Soon after the Battle of Gettysburg the State of Pennsylvania purchased seventeen acres of land adjoining the Evergreen Cemetery, on Cemetery Hill, near that village, for the purpose of a burial-place for all the Union soldiers who fell in that battle. On the 19th of November following, the ground was consecrated, with appropriate ceremonies, in the presence of the President of the United States, members of his cabinet, the governors of several States, generals of the army, and a vast concourse of other citizens.. Edward Everett delivered an oration, and President Lincoln a brief but remarkable and touching dedicatory address.3

1 After the Battle of Gettysburg, the body of a Union soldier was found in a secluded spot, partly reclining. In his cold hand was an ambrotype likeness of three little children, upon which his open, but then rayless eye had evidently been gazing at the last moment of his life. A notice of the fact was given in a Philadelphia paper. Public curiosity was excited, for there was no clew to the name of the soldier. Copies of the ambrotype were made. The touching story found its way through numerous newspapers, with a description of the soldier and the faces of the three children. By this means the widowed mother was informed of the fate of the husband and father. The soldier proved to be Sergeant Hunniston, of Portville, in Western New York, and to his afflicted family Dr. J. F. Bourns, of Philadelphia, conveyed the precious ambrotype, and some substantial presents from citizens of Philadelphia, early in January, 1864.

2 See page 74.

3 The following is a copy of Mr.
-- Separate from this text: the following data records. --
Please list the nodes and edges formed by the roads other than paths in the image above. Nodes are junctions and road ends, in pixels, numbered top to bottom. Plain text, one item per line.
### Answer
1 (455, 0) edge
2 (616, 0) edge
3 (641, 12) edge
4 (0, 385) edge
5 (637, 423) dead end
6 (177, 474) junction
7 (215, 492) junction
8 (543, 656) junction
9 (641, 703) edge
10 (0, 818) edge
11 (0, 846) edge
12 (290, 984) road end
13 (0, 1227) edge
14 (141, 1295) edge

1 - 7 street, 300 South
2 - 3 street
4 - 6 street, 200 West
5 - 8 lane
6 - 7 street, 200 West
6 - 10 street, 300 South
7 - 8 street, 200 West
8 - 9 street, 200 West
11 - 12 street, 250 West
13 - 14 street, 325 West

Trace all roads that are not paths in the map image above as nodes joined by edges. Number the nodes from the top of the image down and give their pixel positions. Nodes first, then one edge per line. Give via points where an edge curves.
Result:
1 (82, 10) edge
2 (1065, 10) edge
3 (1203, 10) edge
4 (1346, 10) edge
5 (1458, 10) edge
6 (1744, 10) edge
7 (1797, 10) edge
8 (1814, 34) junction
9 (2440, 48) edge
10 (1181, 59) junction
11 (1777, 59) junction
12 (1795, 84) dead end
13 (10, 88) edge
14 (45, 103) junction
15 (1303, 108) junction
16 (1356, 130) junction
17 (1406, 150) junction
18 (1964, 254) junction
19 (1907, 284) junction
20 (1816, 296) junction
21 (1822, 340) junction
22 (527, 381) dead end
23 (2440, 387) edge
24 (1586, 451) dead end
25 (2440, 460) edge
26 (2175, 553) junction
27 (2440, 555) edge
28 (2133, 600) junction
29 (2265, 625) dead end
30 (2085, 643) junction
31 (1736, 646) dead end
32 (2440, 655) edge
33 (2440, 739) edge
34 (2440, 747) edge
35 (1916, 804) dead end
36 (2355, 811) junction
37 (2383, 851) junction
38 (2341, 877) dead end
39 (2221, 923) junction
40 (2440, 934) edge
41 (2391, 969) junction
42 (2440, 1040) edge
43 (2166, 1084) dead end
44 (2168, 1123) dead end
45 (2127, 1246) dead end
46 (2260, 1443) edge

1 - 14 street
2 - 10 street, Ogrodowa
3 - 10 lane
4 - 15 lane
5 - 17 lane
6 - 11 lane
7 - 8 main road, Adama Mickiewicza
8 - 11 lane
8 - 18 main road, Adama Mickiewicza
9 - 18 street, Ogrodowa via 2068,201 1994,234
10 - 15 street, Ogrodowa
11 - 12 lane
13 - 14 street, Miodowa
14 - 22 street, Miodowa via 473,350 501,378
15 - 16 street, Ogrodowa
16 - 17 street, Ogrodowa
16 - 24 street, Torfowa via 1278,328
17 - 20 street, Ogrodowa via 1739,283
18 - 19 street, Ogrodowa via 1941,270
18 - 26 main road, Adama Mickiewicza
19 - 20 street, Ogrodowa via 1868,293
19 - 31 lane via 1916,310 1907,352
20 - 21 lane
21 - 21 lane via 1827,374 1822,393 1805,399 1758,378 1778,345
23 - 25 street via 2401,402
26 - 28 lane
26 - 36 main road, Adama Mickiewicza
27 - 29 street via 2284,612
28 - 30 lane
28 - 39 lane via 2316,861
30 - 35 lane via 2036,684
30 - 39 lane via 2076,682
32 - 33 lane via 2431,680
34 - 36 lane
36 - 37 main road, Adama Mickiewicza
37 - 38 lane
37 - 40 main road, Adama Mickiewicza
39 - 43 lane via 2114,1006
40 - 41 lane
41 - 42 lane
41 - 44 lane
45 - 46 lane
Lincoln's remarks:--

“Fourscore and seven years ago our fathers brought forth upon this continent a new nation, conceived in liberty, an dedicated to the proposition that all men are created equal. Now we are engaged in a great civil war, testing whether that nation, or any nation so conceived and so dedicated, can long endure. We are met on a great battle-field of that war. We are met to dedicate a portion of it as the final resting-place of those who here gave their lives that that nation might live. It is altogether fitting and proper that we should do this. But in a larger sense we cannot dedicate, we cannot consecrate, we cannot hallow this ground. The brave men, living and dead, who struggled here, have consecrated it far above our power to add or detract. The world will little note or long remember what we say here, but it can never forget what they did here. It is for us, the living, rather to be dedicated here to the unfinished work that they have thus far so nobly carried on. It is rather for us to be here dedicated to the great task remaining before us, that from these honored dead we take increased devotion to that cause for which they here gave the last full measure of devotion; that we here highly resolve that the dead shall not have died in vain; that the nation shall, under God, have a new birth of freedom; and governments of the people, by the people, and for the people, shall not perish from the earth.”